Biden übt heftige Kritik - Trump will noch mehr
US-Präsident warnt vor den Folgen, die das jüngste Urteil des Obersten Gerichtshofs nach sich ziehen könnte. Unterdessen wollen Trumps Anwälte dieses Urteil für den Schweigegeldprozess nutzen.
US-Präsident Joe Biden hat das Urteil des Obersten Gerichts der USA zur Immunität seines Amtes als «gefährlichen Präzedenzfall» kritisiert. «Die heutige Entscheidung bedeutet mit ziemlicher Sicherheit, dass es praktisch keine Grenzen für das Handeln eines Präsidenten gibt», sagte der Demokrat bei einer kurzfristig anberaumten Ansprache am Montagabend (Ortszeit) im Weissen Haus. Jeder Präsident – einschliesslich seines Amtsvorgängers und potenziellen Nachfolgers Donald Trump – werde nun die Freiheit haben, das Gesetz zu ignorieren, warnte Biden.
Der Supreme Court habe mit seiner Entscheidung ein «grundlegend neues Prinzip» geschaffen: Die Macht des Präsidentenamtes werde künftig nicht mehr durch Gesetze eingeschränkt, auch nicht durch das Oberste Gericht. «Die einzigen Grenzen werden vom Präsidenten selbst gesetzt», warnte Biden.
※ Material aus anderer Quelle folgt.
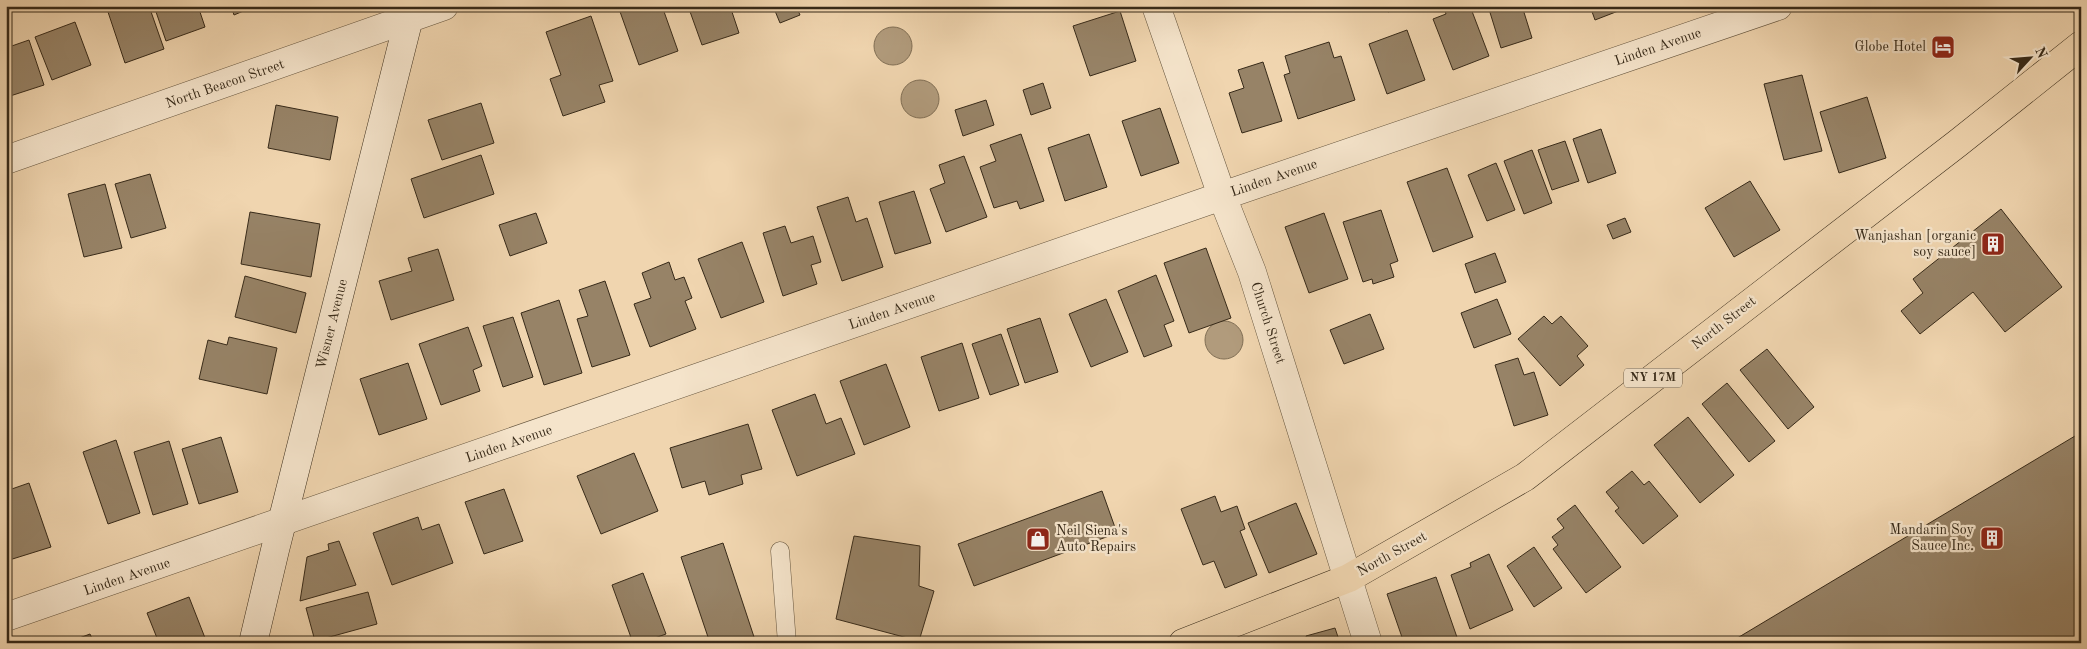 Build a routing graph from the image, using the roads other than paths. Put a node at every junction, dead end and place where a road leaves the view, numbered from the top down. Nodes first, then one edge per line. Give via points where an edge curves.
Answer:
1 (444, 6) edge
2 (1156, 6) edge
3 (1778, 6) edge
4 (410, 13) edge
5 (2081, 45) edge
6 (6, 160) edge
7 (1222, 196) junction
8 (281, 524) junction
9 (780, 550) dead end
10 (1349, 578) junction
11 (6, 618) edge
12 (253, 643) edge
13 (787, 643) edge
14 (1183, 643) edge
15 (1368, 643) edge

1 - 4 street, North Beacon Street
2 - 7 street, Church Street
3 - 7 street, Linden Avenue
4 - 6 street, North Beacon Street
4 - 8 street, Wisner Avenue
5 - 10 main road, North Street / NY 17M via 1525,477
7 - 8 street, Linden Avenue
7 - 10 street, Church Street via 1252,272
8 - 11 street, Linden Avenue
8 - 12 street, Wisner Avenue
9 - 13 lane
10 - 14 main road, North Street / NY 17M
10 - 15 street, Church Street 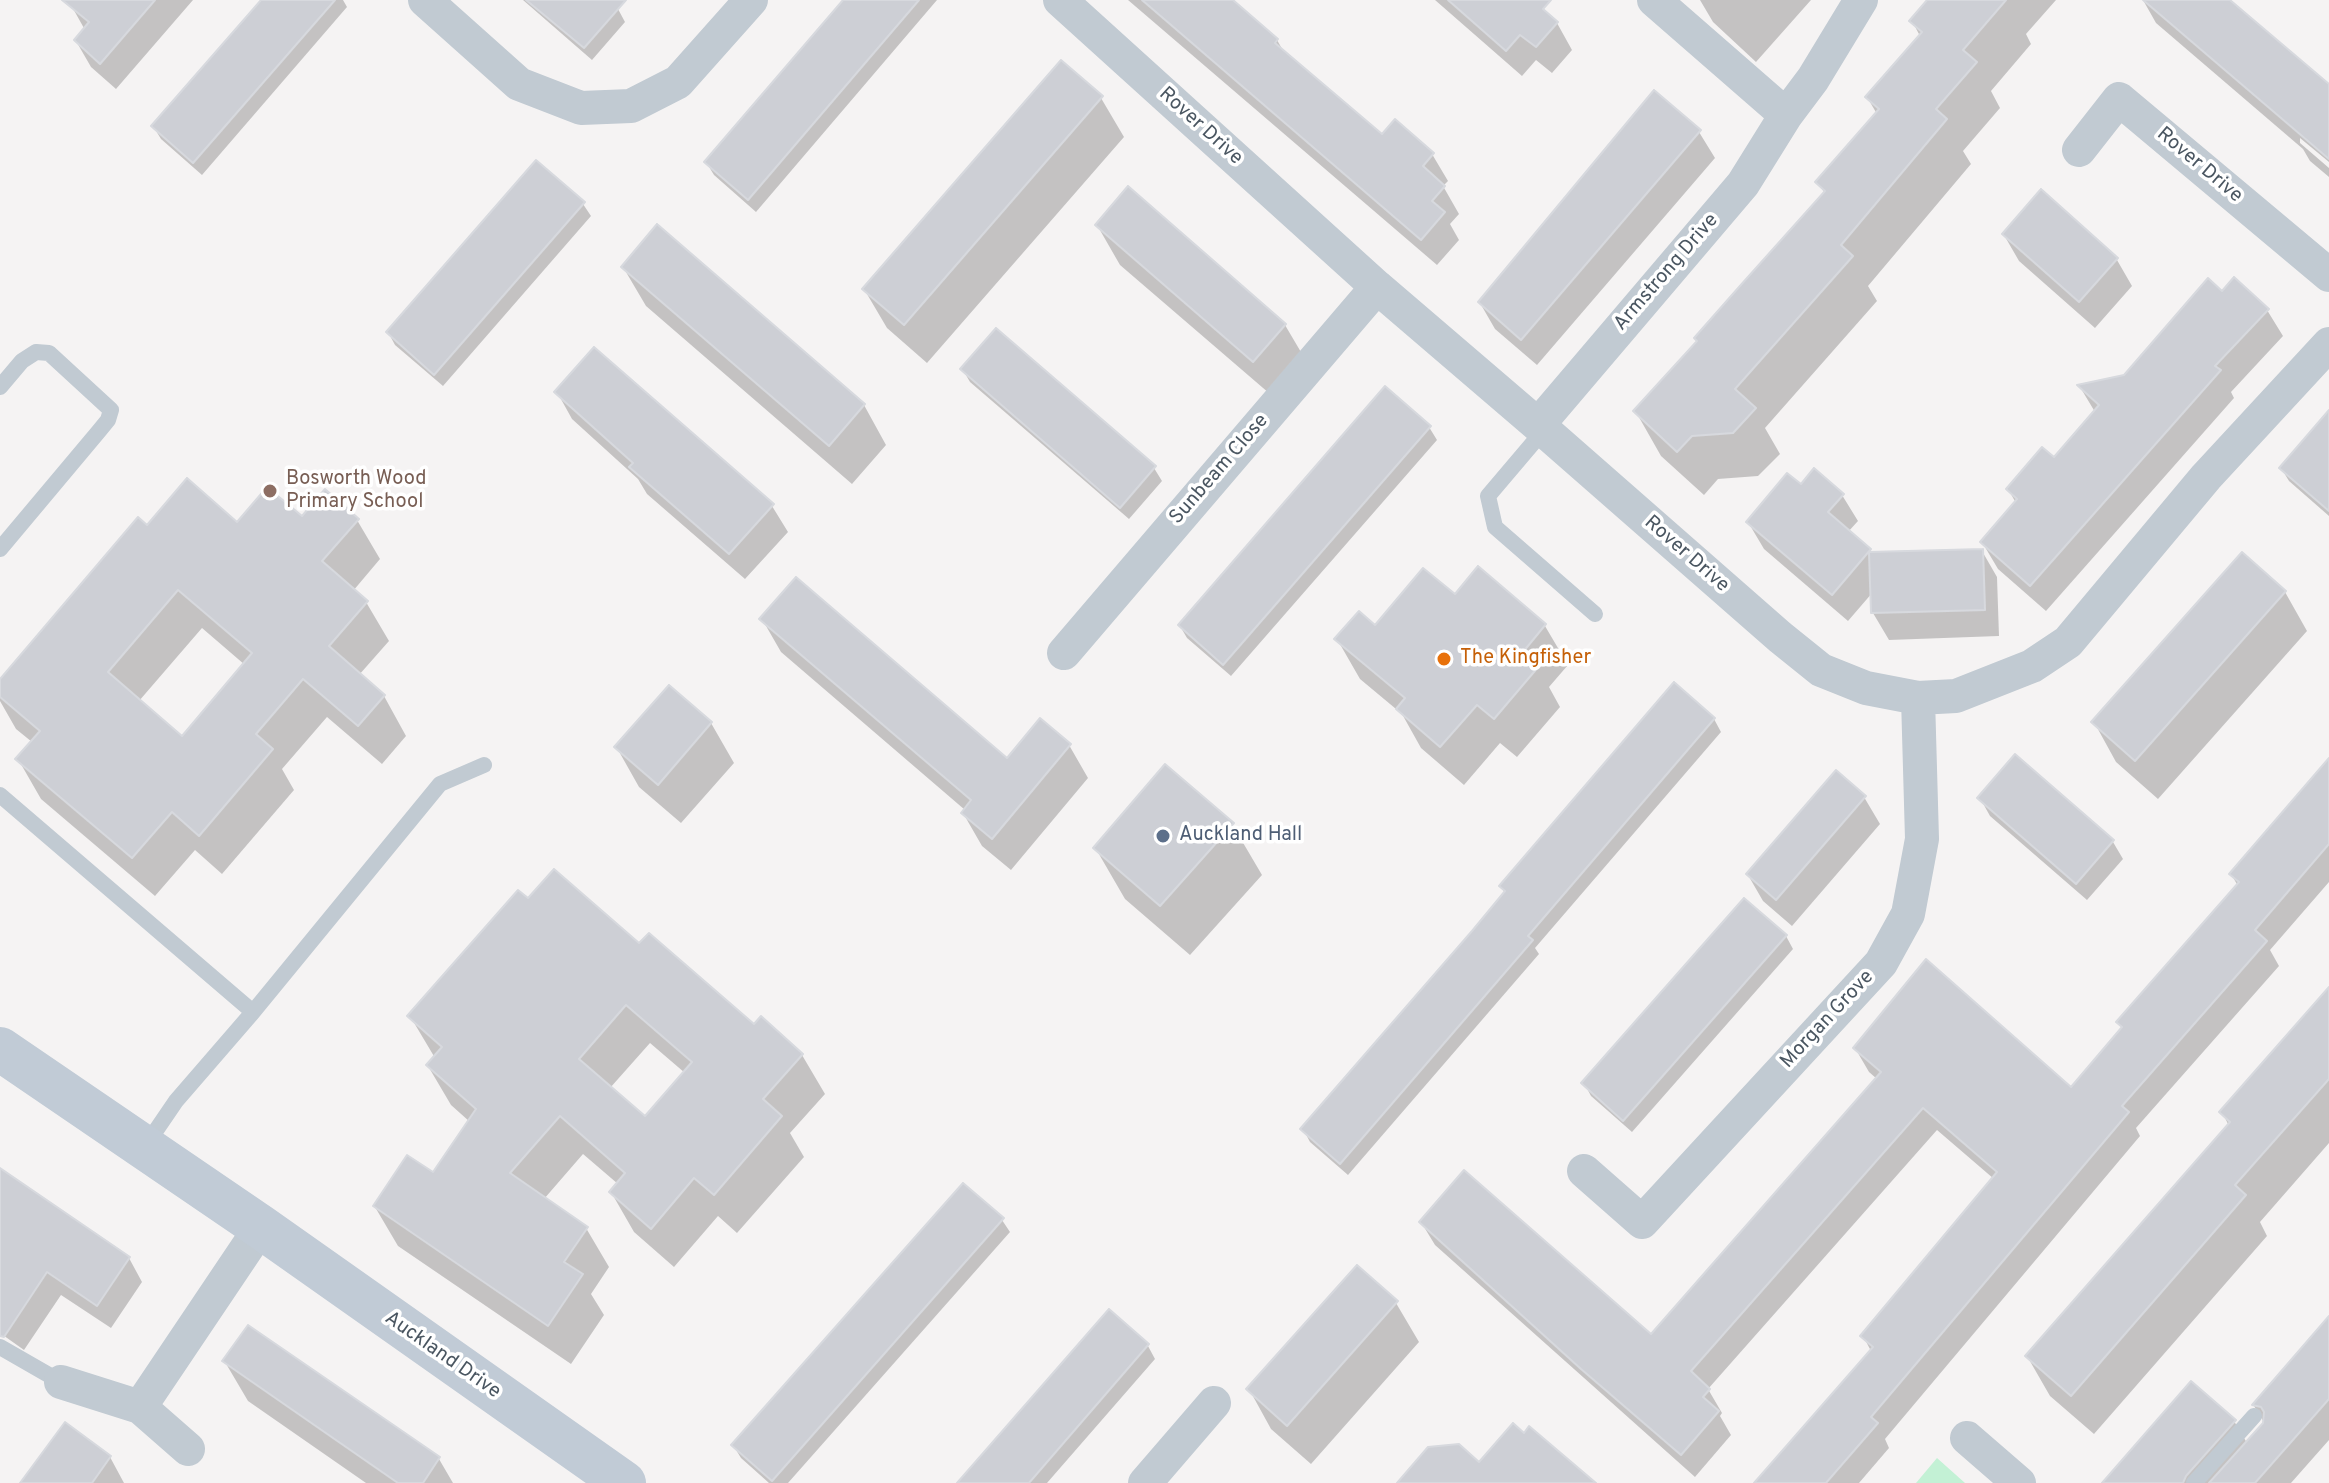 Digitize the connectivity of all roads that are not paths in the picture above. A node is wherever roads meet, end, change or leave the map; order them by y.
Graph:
1 (425, 0) edge
2 (751, 0) edge
3 (1060, 0) edge
4 (1654, 0) edge
5 (1861, 0) edge
6 (1786, 115) junction
7 (2079, 150) dead end
8 (2329, 275) edge
9 (1377, 287) junction
10 (2329, 344) edge
11 (0, 387) edge
12 (1541, 428) junction
13 (0, 549) edge
14 (1595, 614) dead end
15 (1064, 653) dead end
16 (1918, 698) junction
17 (484, 765) dead end
18 (0, 795) edge
19 (253, 1012) junction
20 (0, 1049) edge
21 (145, 1146) junction
22 (1584, 1171) dead end
23 (261, 1227) junction
24 (0, 1347) edge
25 (61, 1382) joint
26 (1214, 1403) dead end
27 (140, 1407) junction
28 (2254, 1416) dead end
29 (1967, 1438) dead end
30 (188, 1449) dead end
31 (624, 1483) edge
32 (1145, 1483) edge
33 (2019, 1483) edge
34 (2194, 1483) edge

1 - 2 street
3 - 9 street, Rover Drive
4 - 6 street
5 - 6 street, Armstrong Drive
6 - 12 street, Armstrong Drive
7 - 8 street, Rover Drive
9 - 12 street, Rover Drive
9 - 15 street, Sunbeam Close
10 - 16 street, Rover Drive
11 - 13 lane
12 - 14 lane
12 - 16 street, Rover Drive
16 - 22 street, Morgan Grove
17 - 19 lane
18 - 19 lane
19 - 21 lane
20 - 21 street, Auckland Drive
21 - 23 street, Auckland Drive
23 - 27 street
23 - 31 street, Auckland Drive
24 - 25 lane
25 - 27 street
26 - 32 street
27 - 30 street
28 - 34 lane
29 - 33 street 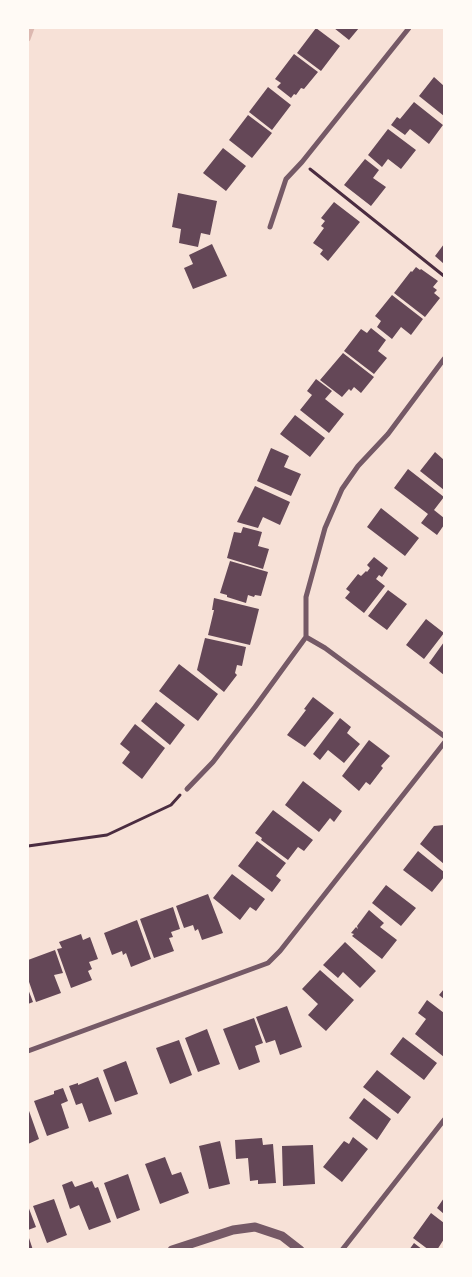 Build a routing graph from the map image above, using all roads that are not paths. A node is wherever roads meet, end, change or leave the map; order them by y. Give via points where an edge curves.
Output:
1 (409, 28) edge
2 (270, 227) dead end
3 (444, 359) edge
4 (306, 636) junction
5 (444, 736) edge
6 (444, 743) edge
7 (187, 789) dead end
8 (28, 1051) edge
9 (444, 1120) edge
10 (172, 1250) edge
11 (300, 1250) edge
12 (342, 1250) edge

1 - 2 street via 286,179
3 - 4 street via 342,489 324,528 306,597
4 - 5 street
4 - 7 street via 213,762
6 - 8 street via 268,962
9 - 12 street
10 - 11 street via 233,1230 255,1227 282,1236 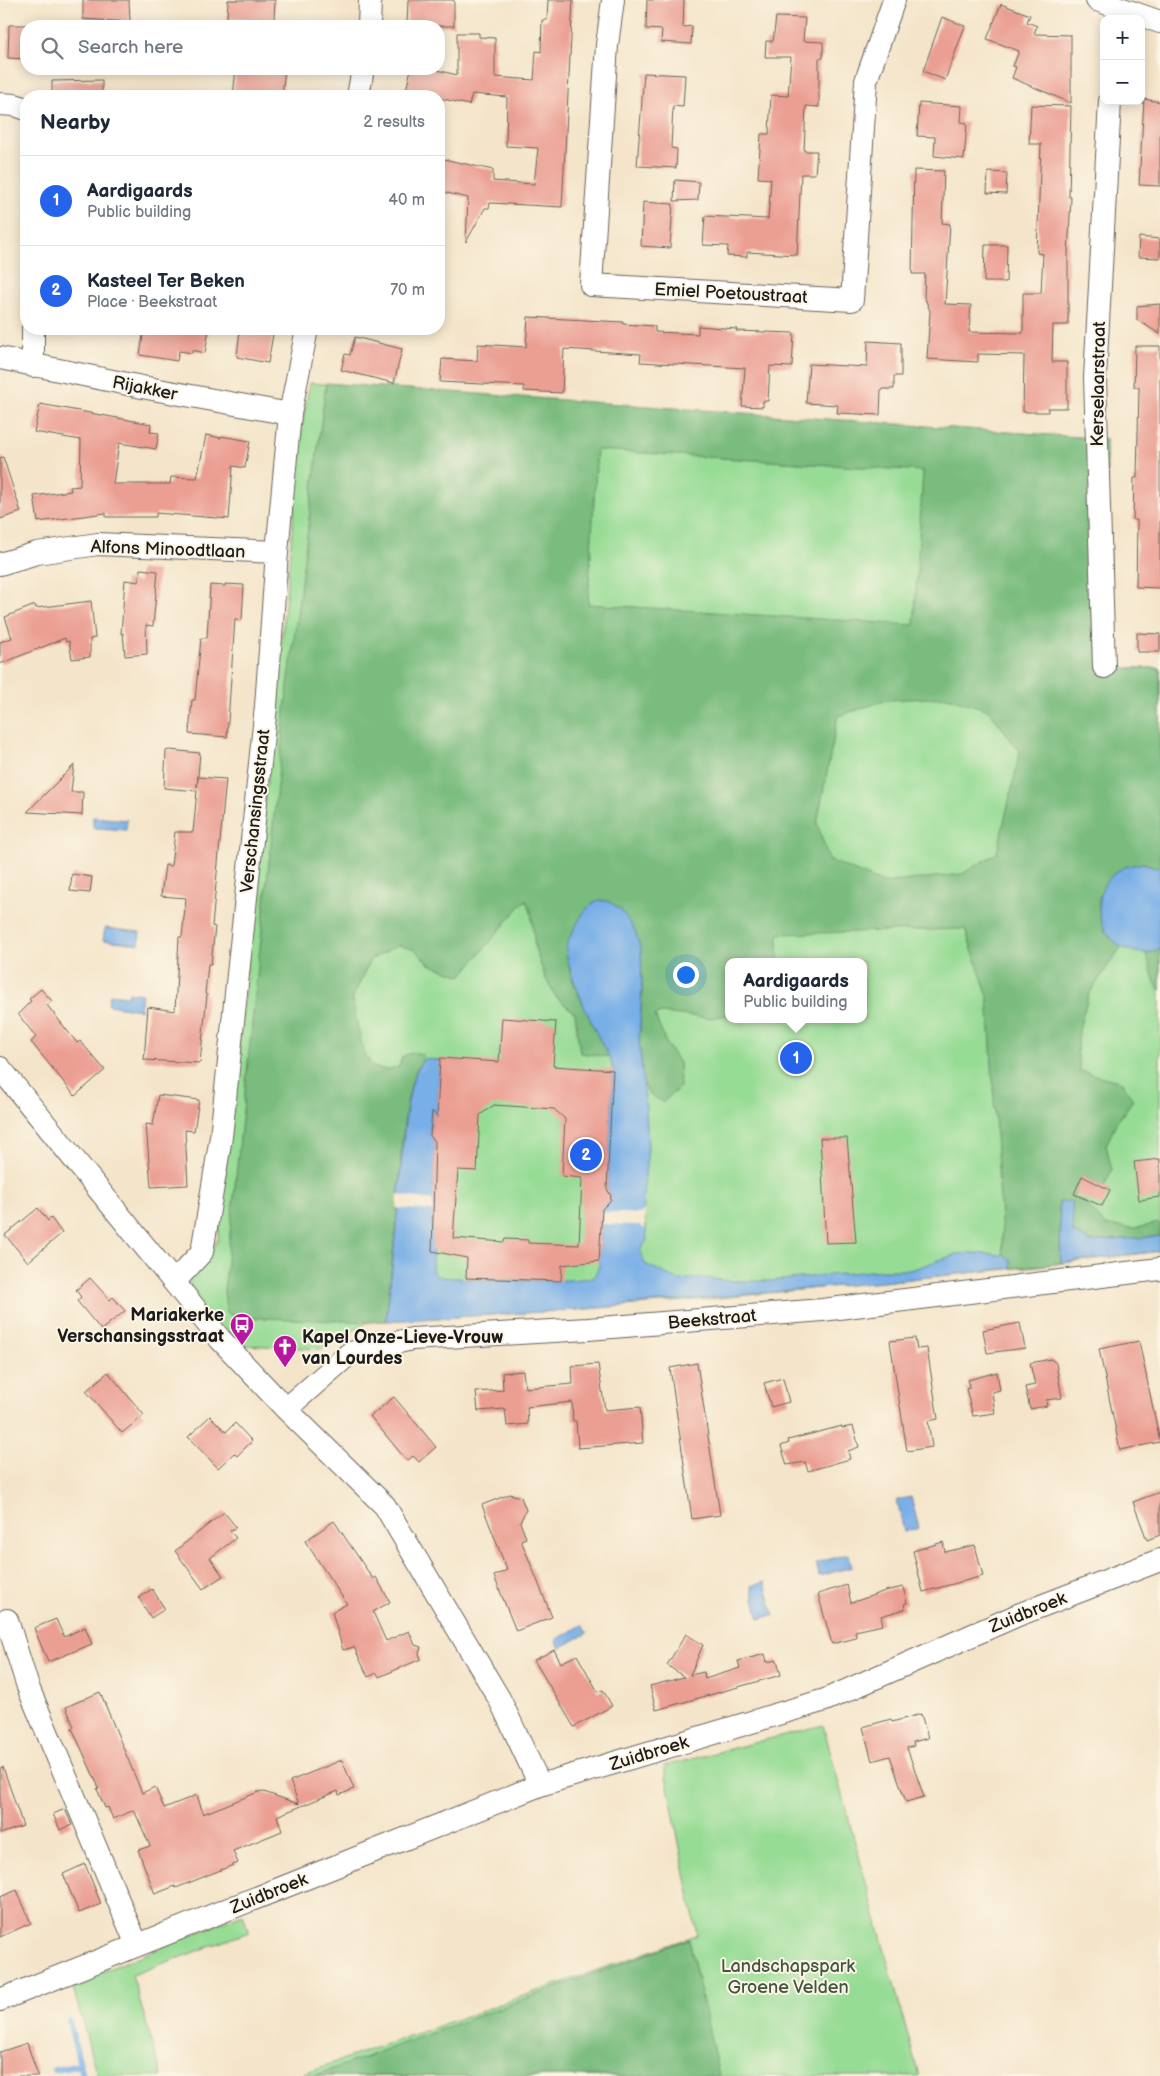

Prozessbeginn damit verzögert
Trump hatte am Montag einen bedeutsamen Sieg vor dem höchsten US-Gericht errungen. Der Supreme Court urteilte, dass ehemalige Präsidenten hinsichtlich offizieller Handlungen im Amt vor Strafverfolgung geschützt sind. Die Verfassung gewährt Präsidenten nicht explizit Immunität, auch nicht während ihrer Zeit im Amt. Allerdings ist das Justizministerium traditionell der Auffassung, dass Präsidenten zumindest während ihrer Zeit im Weissen Haus nicht angeklagt werden können.
Mit ihrer Entscheidung haben die Richterinnen und Richter den Beginn des Wahlbetrugsprozesses gegen Donald Trump weiter verzögert. Nun muss eine untere Instanz definieren, für welche Handlungen Trumps Immunität gilt. Es gilt als sehr unwahrscheinlich, dass der Prozess in Washington noch vor der Präsidentenwahl im November beginnen wird.
Forderung: Schuldspruch aufheben
Trump bezeichnete die Entscheidung des Supreme Court als «grossen Sieg für die Verfassung und Demokratie». Und er will jetzt noch mehr und aus dem Entscheid auch Vorteile für den Prozess um Schweigegeldzahlungen an eine Pornodarstellerin ziehen. Richter Juan Merchan solle den Schuldspruch aufheben, und die für kommende Woche geplante Verkündung des Strafmasses verschieben, forderten Trumps Anwälte am Montag in einem Brief.
Die Geschworenen haben den Ex-Präsidenten in 34 Anklagepunkten schuldig gesprochen, Geschäftsunterlagen gefälscht zu haben, um den Grund dieser Zahlung an Cohen vertuschen. Trump bestreitet, je mit Daniels intim gewesen zu sein, und auch sonst jegliches Fehlverhalten.